--- YOUR ASSIGNMENT ---
Which lines of the records below contain the word "linecap"? Report each of them in full.

--- PROVIDED INFORMATION ---

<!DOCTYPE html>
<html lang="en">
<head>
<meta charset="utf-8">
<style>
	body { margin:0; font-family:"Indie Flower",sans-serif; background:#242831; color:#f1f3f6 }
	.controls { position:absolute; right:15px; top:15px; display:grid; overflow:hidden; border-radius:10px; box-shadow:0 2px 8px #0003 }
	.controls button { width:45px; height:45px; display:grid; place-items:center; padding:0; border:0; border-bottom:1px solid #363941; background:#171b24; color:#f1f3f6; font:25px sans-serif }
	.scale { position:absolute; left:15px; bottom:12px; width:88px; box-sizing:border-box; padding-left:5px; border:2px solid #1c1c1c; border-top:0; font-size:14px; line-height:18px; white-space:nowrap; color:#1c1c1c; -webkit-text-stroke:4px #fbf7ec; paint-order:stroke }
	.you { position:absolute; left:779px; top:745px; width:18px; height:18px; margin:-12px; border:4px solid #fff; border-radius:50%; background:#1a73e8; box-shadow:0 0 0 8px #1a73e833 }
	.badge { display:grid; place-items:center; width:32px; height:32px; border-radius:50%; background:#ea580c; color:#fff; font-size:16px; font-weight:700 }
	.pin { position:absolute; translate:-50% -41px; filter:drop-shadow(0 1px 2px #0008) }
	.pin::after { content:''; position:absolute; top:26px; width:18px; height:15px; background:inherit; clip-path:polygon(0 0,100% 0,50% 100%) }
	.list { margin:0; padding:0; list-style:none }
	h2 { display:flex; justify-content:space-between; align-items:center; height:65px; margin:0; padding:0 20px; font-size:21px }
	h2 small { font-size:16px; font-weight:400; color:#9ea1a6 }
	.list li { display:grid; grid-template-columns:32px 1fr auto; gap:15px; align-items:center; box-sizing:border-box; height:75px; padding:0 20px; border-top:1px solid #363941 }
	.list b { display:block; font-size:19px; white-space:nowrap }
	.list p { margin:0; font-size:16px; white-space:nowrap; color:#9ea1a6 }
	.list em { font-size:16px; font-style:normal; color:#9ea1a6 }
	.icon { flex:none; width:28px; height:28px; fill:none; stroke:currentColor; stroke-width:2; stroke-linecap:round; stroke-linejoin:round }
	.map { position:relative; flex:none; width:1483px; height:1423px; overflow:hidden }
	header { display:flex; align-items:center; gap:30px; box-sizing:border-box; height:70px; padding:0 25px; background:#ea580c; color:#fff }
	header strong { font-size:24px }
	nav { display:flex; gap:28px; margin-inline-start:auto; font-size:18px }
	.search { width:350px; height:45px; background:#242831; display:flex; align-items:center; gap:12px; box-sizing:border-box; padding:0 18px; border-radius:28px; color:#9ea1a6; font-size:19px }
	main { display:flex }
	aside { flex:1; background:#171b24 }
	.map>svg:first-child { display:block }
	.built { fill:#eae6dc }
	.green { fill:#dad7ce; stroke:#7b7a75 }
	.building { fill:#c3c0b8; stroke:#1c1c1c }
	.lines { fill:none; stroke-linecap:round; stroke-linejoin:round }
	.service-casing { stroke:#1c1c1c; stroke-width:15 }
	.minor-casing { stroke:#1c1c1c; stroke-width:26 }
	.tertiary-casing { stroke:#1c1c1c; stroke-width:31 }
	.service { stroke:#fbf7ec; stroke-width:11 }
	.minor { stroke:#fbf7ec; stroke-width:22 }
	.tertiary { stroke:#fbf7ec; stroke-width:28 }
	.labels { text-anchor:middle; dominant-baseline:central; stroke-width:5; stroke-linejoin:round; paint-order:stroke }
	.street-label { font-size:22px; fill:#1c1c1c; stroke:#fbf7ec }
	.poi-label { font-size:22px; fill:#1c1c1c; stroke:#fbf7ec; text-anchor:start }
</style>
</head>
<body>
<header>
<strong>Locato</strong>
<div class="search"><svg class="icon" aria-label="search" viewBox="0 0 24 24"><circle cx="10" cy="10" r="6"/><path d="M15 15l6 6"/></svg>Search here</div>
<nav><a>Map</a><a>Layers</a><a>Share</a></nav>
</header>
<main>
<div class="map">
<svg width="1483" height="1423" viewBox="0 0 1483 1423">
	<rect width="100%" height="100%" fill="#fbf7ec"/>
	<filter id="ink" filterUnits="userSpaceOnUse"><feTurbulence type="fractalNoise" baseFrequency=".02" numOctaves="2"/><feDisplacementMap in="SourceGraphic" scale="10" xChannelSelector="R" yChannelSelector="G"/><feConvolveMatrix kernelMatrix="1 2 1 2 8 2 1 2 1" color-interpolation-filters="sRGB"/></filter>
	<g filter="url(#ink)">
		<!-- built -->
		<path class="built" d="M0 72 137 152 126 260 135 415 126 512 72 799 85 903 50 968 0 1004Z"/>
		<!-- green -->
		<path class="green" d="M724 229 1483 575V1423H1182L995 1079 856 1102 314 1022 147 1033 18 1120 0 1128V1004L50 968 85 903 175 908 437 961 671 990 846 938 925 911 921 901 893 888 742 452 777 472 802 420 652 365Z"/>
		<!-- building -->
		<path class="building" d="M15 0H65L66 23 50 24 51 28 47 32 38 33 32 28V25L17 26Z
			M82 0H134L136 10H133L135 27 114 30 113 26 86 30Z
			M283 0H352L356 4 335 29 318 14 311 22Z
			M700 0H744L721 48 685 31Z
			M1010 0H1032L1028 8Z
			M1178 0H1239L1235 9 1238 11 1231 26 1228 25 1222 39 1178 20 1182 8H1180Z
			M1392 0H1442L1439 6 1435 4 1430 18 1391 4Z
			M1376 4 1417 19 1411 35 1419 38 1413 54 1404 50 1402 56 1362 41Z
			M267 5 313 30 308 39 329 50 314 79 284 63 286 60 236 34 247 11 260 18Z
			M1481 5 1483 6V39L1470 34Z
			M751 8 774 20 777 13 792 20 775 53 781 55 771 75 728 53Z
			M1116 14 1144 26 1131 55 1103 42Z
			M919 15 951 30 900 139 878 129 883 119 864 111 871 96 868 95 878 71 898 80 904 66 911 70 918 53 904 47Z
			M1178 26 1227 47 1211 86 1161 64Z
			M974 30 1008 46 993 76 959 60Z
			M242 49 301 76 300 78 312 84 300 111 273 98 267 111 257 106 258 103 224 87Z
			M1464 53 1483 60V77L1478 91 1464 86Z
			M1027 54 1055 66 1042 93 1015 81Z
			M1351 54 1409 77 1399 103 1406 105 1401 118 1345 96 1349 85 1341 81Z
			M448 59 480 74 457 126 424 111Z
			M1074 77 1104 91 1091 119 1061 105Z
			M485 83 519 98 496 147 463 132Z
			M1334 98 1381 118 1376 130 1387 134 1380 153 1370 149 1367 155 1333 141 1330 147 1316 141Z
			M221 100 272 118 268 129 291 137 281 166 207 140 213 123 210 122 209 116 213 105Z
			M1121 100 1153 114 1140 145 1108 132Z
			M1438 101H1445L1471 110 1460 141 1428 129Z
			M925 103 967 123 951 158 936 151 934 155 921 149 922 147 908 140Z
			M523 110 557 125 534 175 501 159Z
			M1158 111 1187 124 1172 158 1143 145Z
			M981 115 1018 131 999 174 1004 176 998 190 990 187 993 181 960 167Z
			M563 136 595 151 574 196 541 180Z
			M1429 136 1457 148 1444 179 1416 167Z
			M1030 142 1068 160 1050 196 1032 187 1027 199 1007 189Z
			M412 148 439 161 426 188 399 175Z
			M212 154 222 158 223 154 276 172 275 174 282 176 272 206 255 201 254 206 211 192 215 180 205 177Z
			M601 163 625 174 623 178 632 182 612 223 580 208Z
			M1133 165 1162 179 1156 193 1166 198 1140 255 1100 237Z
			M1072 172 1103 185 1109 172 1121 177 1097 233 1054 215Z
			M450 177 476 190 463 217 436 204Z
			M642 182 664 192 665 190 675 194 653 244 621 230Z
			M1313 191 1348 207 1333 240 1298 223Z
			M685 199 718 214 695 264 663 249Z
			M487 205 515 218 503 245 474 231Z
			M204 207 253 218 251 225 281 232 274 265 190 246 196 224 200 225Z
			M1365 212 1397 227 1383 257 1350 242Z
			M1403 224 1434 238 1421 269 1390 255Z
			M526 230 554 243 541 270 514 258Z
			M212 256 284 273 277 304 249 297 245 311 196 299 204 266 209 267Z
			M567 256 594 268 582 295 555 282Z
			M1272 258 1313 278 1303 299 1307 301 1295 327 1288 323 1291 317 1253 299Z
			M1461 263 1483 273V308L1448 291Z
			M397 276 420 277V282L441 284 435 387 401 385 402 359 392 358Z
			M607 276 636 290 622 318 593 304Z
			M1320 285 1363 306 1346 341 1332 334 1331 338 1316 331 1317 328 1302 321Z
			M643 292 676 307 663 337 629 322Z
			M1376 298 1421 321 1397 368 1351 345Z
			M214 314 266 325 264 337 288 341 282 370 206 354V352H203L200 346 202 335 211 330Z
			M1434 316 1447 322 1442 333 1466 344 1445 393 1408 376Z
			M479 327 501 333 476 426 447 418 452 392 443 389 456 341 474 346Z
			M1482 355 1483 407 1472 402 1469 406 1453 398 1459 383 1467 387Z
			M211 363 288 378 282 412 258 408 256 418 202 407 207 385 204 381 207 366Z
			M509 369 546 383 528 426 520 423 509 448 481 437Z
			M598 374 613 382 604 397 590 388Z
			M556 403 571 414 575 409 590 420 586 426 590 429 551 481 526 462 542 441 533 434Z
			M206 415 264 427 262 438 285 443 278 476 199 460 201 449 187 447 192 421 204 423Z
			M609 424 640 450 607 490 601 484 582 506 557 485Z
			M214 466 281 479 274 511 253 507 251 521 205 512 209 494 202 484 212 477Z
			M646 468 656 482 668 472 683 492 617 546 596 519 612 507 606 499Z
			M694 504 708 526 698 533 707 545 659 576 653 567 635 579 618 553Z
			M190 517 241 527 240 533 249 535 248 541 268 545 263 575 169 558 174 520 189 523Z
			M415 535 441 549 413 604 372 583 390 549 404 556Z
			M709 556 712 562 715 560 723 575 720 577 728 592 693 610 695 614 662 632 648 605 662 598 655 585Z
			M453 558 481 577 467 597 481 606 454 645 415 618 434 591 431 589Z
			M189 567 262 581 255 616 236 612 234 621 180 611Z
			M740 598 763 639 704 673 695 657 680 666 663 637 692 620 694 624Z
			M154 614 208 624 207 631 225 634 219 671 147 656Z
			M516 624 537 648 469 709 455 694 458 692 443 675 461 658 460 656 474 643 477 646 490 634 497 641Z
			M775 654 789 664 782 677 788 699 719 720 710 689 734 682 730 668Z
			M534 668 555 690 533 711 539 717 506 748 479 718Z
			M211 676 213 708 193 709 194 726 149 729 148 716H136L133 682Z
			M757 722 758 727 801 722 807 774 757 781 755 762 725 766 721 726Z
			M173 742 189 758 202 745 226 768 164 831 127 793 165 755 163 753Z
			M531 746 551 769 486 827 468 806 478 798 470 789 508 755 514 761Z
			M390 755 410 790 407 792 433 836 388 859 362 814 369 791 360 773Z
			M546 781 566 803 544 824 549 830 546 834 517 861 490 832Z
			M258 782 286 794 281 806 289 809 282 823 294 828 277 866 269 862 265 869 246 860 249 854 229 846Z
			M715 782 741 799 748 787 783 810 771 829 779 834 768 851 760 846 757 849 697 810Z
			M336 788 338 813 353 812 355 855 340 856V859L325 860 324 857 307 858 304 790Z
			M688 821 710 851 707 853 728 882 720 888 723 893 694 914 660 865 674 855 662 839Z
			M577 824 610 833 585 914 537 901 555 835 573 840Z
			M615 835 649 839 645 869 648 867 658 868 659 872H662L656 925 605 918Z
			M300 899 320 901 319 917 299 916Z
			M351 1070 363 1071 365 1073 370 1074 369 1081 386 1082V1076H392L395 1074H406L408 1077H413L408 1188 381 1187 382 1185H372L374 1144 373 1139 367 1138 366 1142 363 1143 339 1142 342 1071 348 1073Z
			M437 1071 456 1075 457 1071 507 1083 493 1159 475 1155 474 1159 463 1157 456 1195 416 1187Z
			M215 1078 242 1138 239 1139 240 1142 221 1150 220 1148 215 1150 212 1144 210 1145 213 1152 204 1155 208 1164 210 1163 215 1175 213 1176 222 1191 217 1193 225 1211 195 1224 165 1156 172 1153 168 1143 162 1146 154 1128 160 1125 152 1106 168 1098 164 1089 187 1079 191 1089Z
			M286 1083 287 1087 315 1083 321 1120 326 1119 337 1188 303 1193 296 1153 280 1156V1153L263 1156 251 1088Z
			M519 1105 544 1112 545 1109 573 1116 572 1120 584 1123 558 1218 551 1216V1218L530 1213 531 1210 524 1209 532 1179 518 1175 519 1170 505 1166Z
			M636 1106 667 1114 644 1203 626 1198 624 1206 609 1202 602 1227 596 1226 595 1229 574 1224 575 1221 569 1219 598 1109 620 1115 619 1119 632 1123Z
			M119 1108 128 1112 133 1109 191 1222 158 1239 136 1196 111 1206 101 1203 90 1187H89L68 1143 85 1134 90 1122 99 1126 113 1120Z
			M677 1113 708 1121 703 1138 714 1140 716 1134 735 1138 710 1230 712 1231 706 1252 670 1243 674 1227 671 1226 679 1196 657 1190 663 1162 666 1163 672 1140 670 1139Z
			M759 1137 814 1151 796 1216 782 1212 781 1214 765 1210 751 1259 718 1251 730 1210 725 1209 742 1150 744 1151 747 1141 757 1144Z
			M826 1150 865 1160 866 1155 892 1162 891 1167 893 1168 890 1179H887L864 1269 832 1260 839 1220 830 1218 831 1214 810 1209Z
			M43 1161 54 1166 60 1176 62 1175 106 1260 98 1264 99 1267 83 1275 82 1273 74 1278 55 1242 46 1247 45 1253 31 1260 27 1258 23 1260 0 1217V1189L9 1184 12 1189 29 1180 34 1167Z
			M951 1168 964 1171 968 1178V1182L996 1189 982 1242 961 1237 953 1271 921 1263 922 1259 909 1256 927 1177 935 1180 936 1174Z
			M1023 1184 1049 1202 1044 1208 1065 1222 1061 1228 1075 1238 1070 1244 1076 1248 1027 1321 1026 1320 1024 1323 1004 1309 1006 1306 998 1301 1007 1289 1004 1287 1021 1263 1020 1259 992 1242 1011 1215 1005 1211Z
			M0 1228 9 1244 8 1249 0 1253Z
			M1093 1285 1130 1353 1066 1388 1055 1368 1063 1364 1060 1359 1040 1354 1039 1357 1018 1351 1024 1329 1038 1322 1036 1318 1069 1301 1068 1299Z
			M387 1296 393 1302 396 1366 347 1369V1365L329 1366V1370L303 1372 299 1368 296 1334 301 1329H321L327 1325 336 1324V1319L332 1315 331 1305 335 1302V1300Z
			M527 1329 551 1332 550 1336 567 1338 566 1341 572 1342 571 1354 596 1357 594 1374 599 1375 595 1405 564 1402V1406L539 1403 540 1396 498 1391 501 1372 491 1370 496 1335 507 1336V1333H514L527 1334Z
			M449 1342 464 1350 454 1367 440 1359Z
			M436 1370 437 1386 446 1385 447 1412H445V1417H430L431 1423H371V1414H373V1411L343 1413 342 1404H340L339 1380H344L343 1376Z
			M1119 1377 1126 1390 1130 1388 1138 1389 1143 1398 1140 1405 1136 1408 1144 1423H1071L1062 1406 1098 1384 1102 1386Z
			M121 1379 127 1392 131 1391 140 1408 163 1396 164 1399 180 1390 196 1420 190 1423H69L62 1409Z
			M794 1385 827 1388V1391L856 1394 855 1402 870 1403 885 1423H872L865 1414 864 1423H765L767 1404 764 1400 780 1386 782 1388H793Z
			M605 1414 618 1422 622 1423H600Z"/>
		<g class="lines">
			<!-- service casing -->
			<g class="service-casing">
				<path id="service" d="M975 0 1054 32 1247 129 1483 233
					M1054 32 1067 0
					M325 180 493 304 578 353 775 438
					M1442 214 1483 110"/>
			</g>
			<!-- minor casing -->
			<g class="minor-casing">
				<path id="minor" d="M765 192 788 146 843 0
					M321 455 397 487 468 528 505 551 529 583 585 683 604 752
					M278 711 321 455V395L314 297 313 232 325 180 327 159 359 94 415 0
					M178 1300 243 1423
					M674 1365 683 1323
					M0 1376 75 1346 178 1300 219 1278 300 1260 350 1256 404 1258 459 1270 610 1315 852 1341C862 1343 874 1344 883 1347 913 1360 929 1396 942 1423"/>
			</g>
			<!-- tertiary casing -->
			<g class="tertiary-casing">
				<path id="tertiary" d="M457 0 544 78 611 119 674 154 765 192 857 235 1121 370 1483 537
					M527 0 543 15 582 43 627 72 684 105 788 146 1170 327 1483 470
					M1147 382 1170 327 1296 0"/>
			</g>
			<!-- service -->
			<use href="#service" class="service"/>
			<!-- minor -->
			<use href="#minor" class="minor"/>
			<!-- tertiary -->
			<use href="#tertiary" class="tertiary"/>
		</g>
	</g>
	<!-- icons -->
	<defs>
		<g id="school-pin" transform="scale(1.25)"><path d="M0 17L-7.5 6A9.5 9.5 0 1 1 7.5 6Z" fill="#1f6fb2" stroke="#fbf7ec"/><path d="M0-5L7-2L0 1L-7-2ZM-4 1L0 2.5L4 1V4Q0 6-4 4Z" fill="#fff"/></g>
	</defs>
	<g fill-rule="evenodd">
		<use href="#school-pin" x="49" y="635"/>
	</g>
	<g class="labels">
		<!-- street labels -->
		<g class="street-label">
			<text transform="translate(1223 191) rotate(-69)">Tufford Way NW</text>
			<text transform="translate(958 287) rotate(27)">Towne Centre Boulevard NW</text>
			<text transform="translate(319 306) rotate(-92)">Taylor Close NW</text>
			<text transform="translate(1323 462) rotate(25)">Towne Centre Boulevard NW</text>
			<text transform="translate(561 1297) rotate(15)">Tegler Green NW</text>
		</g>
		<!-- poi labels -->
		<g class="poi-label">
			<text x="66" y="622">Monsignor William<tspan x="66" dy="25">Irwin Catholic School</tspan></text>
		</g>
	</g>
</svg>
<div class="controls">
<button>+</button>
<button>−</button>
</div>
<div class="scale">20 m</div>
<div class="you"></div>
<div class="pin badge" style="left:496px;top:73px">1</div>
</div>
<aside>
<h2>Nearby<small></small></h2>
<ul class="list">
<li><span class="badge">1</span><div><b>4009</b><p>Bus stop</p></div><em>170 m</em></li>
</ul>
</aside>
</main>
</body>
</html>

--- TASK OUTPUT ---
	.icon { flex:none; width:28px; height:28px; fill:none; stroke:currentColor; stroke-width:2; stroke-linecap:round; stroke-linejoin:round }
	.lines { fill:none; stroke-linecap:round; stroke-linejoin:round }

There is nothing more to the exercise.